Ilya Répine, Sadko dans le royaume sous-marin, 1876. Huile sur toile, 3,22 x 2,30 m. © Musée d’Etat russe, Saint-Pétersbourg

A côté du Moussorgski de la peinture, Répine aurait aussi pu être son Rimski-Korsakov. Du moins se laissa-t-il tenter à ses débuts par un sujet fantastique comme Sadko dans le royaume sous-marin (1876, soit vingt ans avant l’opéra tiré de la même légende). Mais Répine eut la sagesse de comprendre que là n’était pas son affaire, son cadet Vroubel étant bien plus destiné à ce genre de sujet. Comme il le déclara à propos d’une toile réalisée en 1903 où l’on voyait un couple danser dans les vagues du golfe de Finlande : « Il est bien vieux, le petit père, pour les symboles et tours de passe-passe ». Ce que confirme son incapacité à venir à bout d’un projet qu’il traîna longtemps, La Tentation du Christ, dont on voit une esquisse conservée, ô surprise, au musée des Beaux-Arts de Calais (sans doute la seule toile de l’artiste à appartenir à une institution française).

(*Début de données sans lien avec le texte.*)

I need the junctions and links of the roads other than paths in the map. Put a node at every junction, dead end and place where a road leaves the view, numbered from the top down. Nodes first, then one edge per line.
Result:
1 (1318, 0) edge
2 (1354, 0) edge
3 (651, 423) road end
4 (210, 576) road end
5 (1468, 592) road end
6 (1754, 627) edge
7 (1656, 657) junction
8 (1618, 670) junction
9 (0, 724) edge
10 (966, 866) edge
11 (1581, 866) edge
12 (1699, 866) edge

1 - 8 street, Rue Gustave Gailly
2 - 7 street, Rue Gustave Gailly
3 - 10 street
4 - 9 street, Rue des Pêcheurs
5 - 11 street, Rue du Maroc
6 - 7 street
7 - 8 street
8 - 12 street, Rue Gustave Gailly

Peintre réaliste avant tout, Répine est plus à son aise lorsqu’il s’agit de représenter des danseurs de kazatchok dans une toile évoquant les veillées de son Ukraine natale (Vetchornitisi, 1881).

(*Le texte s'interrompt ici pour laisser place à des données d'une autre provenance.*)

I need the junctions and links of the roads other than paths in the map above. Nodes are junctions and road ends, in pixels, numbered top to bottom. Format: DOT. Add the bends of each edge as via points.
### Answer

Ilya Répine, Les Haleurs de la Volga, 1870–1873. Huile sur toile, 1,23 x 2,83 m. © Musée d’Etat russe, Saint-Pétersbourg

Ou avec cette toile qui lui valut la célébrité et qu’on croit faite pour servir de support visuel à la chanson des « Bateliers de la Volga », représentation d’un groupe de miséreux en haillons halant un navire. Exposé en 1873 à Saint-Pétersbourg, Les Haleurs de la Volga fit sensation et, avant même que Répine ne rejoigne le groupe des Ambulants, devint un exemple du réalisme qu’ils voulaient pratiquer. Curieusement, il en reprit la composition, avec des couleurs criardes, pour Le Bétail de l’impérialisme (1917), œuvre non présentée dans l’exposition mais reproduite dans le catalogue.

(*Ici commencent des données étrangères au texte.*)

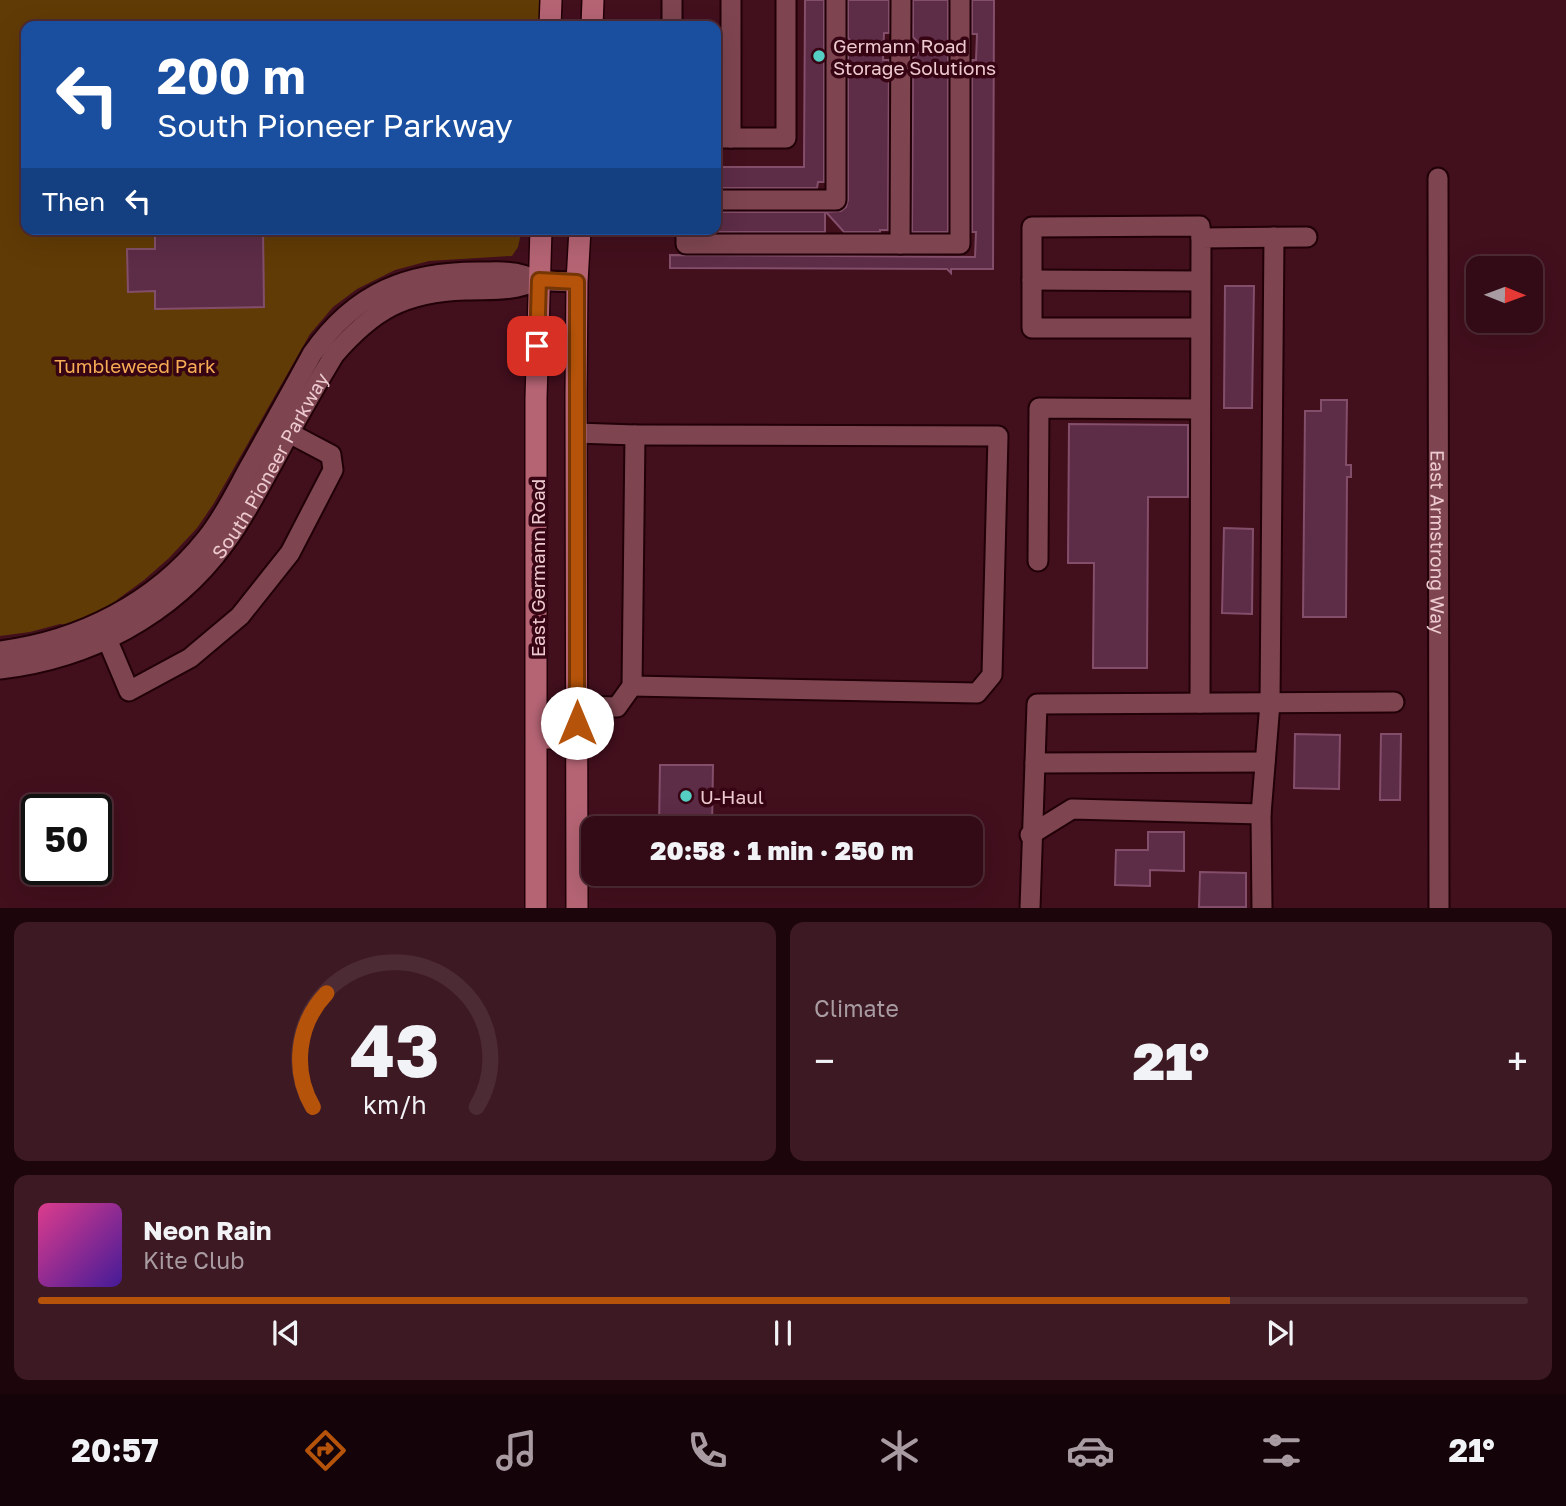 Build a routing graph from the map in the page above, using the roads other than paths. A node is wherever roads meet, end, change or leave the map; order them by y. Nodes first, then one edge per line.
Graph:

Voilà en tout cas une évocation complète de l’œuvre de Répine, où ne manque aucun de ses tableaux les plus fameux (sauf Ivan le Terrible, on l’a dit), et où toute la diversité de son art est bien représentée – seul le dessin manquerait à l’appel si ne figurait pas, dans la salle des portraits, Eleonora Duse (1891), somptueux fusain sur toile. Et un grand bravo au Petit Palais, une fois de plus.

Catalogue :
Éditions Paris Musées. Relié, 24 x 30 cm, 260 pages, 180 reproductions couleur. IBSN : 978–2‑7596–0504‑0. Octobre 2021, 42 euros.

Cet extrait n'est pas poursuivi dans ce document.